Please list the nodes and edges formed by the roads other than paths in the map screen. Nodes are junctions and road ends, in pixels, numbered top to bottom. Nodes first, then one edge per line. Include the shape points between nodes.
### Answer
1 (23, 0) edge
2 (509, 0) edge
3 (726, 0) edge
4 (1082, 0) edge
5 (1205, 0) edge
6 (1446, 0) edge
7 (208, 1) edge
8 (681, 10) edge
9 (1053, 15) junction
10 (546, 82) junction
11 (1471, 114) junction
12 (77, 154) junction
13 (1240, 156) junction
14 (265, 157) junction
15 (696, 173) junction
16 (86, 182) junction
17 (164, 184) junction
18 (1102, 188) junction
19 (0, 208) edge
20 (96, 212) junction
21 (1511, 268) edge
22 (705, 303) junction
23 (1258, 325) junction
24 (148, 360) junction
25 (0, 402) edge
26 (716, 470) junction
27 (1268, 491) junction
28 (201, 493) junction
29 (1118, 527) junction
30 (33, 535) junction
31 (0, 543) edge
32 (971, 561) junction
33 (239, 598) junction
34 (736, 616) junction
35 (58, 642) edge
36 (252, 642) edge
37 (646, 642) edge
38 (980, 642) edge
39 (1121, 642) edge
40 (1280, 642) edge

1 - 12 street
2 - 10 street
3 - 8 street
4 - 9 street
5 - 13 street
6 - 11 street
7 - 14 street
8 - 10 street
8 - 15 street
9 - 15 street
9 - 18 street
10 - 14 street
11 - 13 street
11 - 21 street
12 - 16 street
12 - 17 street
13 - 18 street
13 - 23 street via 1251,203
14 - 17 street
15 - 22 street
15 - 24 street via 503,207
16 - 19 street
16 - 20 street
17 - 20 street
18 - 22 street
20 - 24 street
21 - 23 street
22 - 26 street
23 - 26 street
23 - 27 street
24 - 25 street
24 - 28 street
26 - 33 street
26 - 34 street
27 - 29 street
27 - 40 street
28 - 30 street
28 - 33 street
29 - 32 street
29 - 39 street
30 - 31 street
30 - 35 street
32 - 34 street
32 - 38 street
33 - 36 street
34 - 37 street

#### [Aim of the exercise]
Word for word, copy out the data.

#### [Solution below]
Please list the nodes and edges formed by the roads other than paths in the map screen. Nodes are junctions and road ends, in pixels, numbered top to bottom. Nodes first, then one edge per line. Include the shape points between nodes.
### Answer
1 (23, 0) edge
2 (509, 0) edge
3 (726, 0) edge
4 (1082, 0) edge
5 (1205, 0) edge
6 (1446, 0) edge
7 (208, 1) edge
8 (681, 10) edge
9 (1053, 15) junction
10 (546, 82) junction
11 (1471, 114) junction
12 (77, 154) junction
13 (1240, 156) junction
14 (265, 157) junction
15 (696, 173) junction
16 (86, 182) junction
17 (164, 184) junction
18 (1102, 188) junction
19 (0, 208) edge
20 (96, 212) junction
21 (1511, 268) edge
22 (705, 303) junction
23 (1258, 325) junction
24 (148, 360) junction
25 (0, 402) edge
26 (716, 470) junction
27 (1268, 491) junction
28 (201, 493) junction
29 (1118, 527) junction
30 (33, 535) junction
31 (0, 543) edge
32 (971, 561) junction
33 (239, 598) junction
34 (736, 616) junction
35 (58, 642) edge
36 (252, 642) edge
37 (646, 642) edge
38 (980, 642) edge
39 (1121, 642) edge
40 (1280, 642) edge

1 - 12 street
2 - 10 street
3 - 8 street
4 - 9 street
5 - 13 street
6 - 11 street
7 - 14 street
8 - 10 street
8 - 15 street
9 - 15 street
9 - 18 street
10 - 14 street
11 - 13 street
11 - 21 street
12 - 16 street
12 - 17 street
13 - 18 street
13 - 23 street via 1251,203
14 - 17 street
15 - 22 street
15 - 24 street via 503,207
16 - 19 street
16 - 20 street
17 - 20 street
18 - 22 street
20 - 24 street
21 - 23 street
22 - 26 street
23 - 26 street
23 - 27 street
24 - 25 street
24 - 28 street
26 - 33 street
26 - 34 street
27 - 29 street
27 - 40 street
28 - 30 street
28 - 33 street
29 - 32 street
29 - 39 street
30 - 31 street
30 - 35 street
32 - 34 street
32 - 38 street
33 - 36 street
34 - 37 street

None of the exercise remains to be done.